━━ DATA EXTRACT

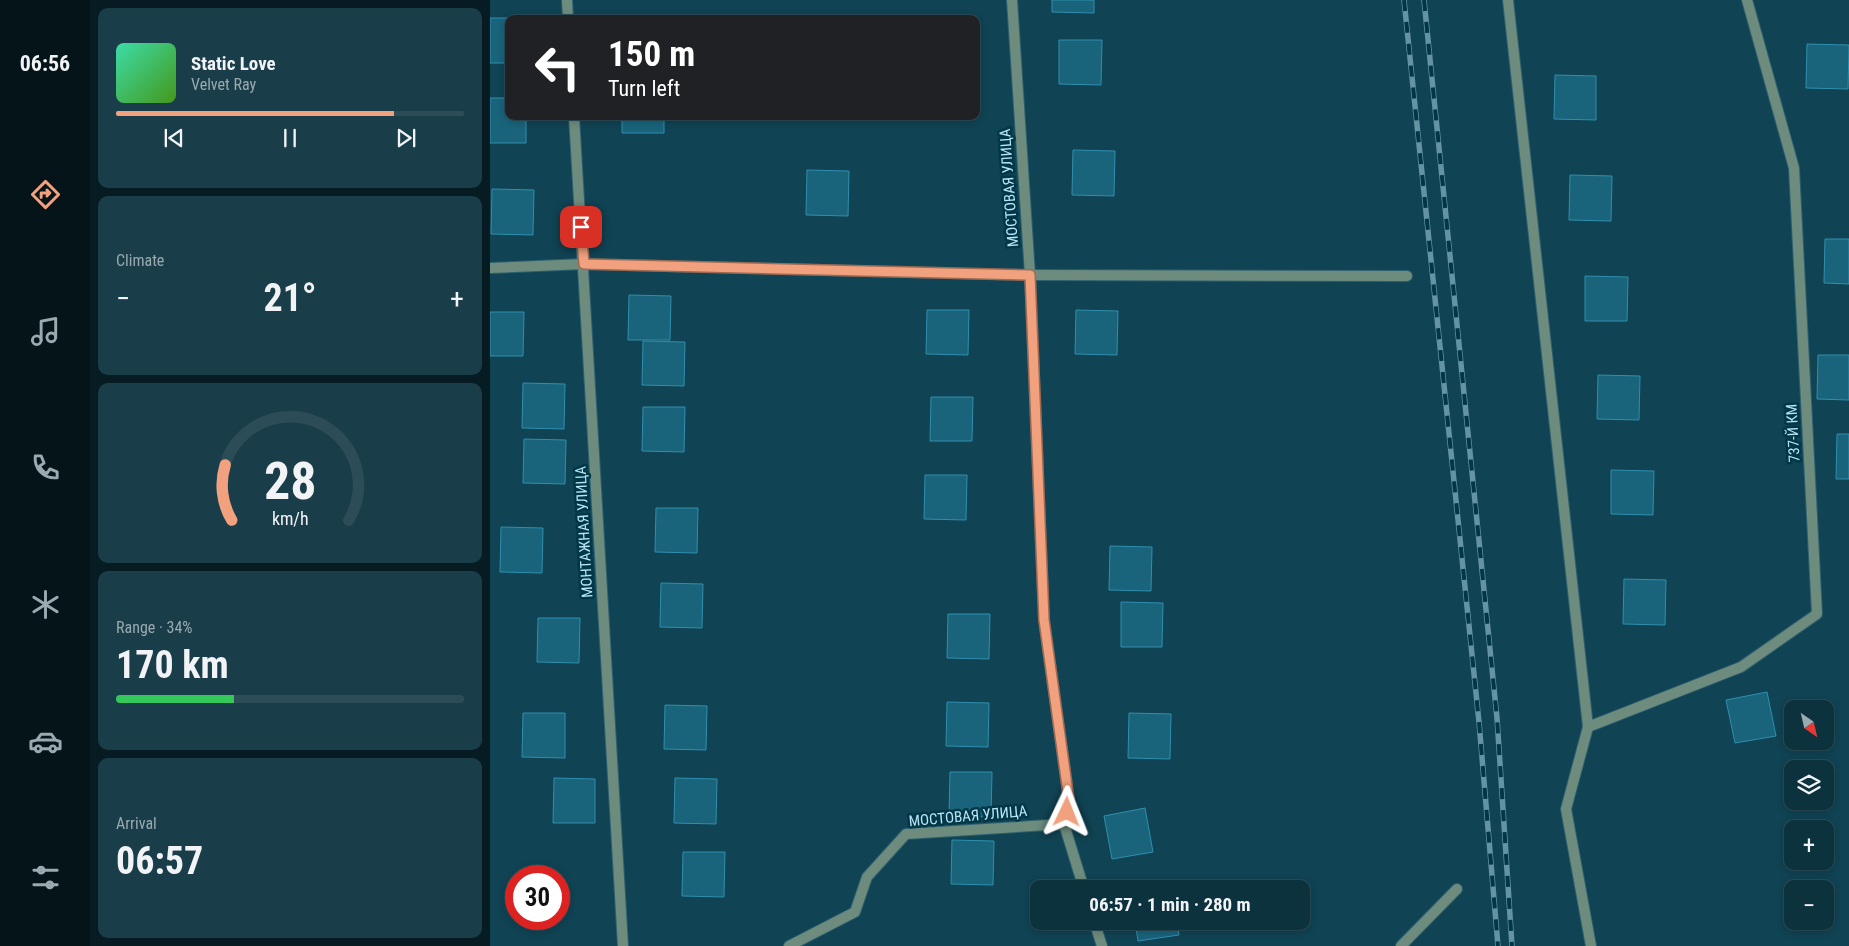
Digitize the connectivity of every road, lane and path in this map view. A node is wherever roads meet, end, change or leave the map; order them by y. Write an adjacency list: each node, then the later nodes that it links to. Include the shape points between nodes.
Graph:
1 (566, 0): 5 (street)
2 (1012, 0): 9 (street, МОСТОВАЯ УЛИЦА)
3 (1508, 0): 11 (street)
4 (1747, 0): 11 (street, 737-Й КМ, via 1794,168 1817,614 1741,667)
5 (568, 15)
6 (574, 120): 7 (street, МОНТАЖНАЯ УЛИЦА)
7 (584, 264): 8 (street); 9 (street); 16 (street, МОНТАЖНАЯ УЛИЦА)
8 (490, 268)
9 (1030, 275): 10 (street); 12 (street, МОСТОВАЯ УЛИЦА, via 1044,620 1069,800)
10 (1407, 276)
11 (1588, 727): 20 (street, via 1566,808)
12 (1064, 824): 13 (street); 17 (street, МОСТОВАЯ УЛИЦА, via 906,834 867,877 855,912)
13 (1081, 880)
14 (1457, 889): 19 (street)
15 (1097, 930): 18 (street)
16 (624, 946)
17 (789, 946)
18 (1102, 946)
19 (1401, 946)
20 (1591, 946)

━━━━

#### [WHAT YOU ARE ASKED TO DO]
Every entry above should be returned exactly, with no images included.

#### [ANSWER SECTION]
Digitize the connectivity of every road, lane and path in this map view. A node is wherever roads meet, end, change or leave the map; order them by y. Write an adjacency list: each node, then the later nodes that it links to. Include the shape points between nodes.
Graph:
1 (566, 0): 5 (street)
2 (1012, 0): 9 (street, МОСТОВАЯ УЛИЦА)
3 (1508, 0): 11 (street)
4 (1747, 0): 11 (street, 737-Й КМ, via 1794,168 1817,614 1741,667)
5 (568, 15)
6 (574, 120): 7 (street, МОНТАЖНАЯ УЛИЦА)
7 (584, 264): 8 (street); 9 (street); 16 (street, МОНТАЖНАЯ УЛИЦА)
8 (490, 268)
9 (1030, 275): 10 (street); 12 (street, МОСТОВАЯ УЛИЦА, via 1044,620 1069,800)
10 (1407, 276)
11 (1588, 727): 20 (street, via 1566,808)
12 (1064, 824): 13 (street); 17 (street, МОСТОВАЯ УЛИЦА, via 906,834 867,877 855,912)
13 (1081, 880)
14 (1457, 889): 19 (street)
15 (1097, 930): 18 (street)
16 (624, 946)
17 (789, 946)
18 (1102, 946)
19 (1401, 946)
20 (1591, 946)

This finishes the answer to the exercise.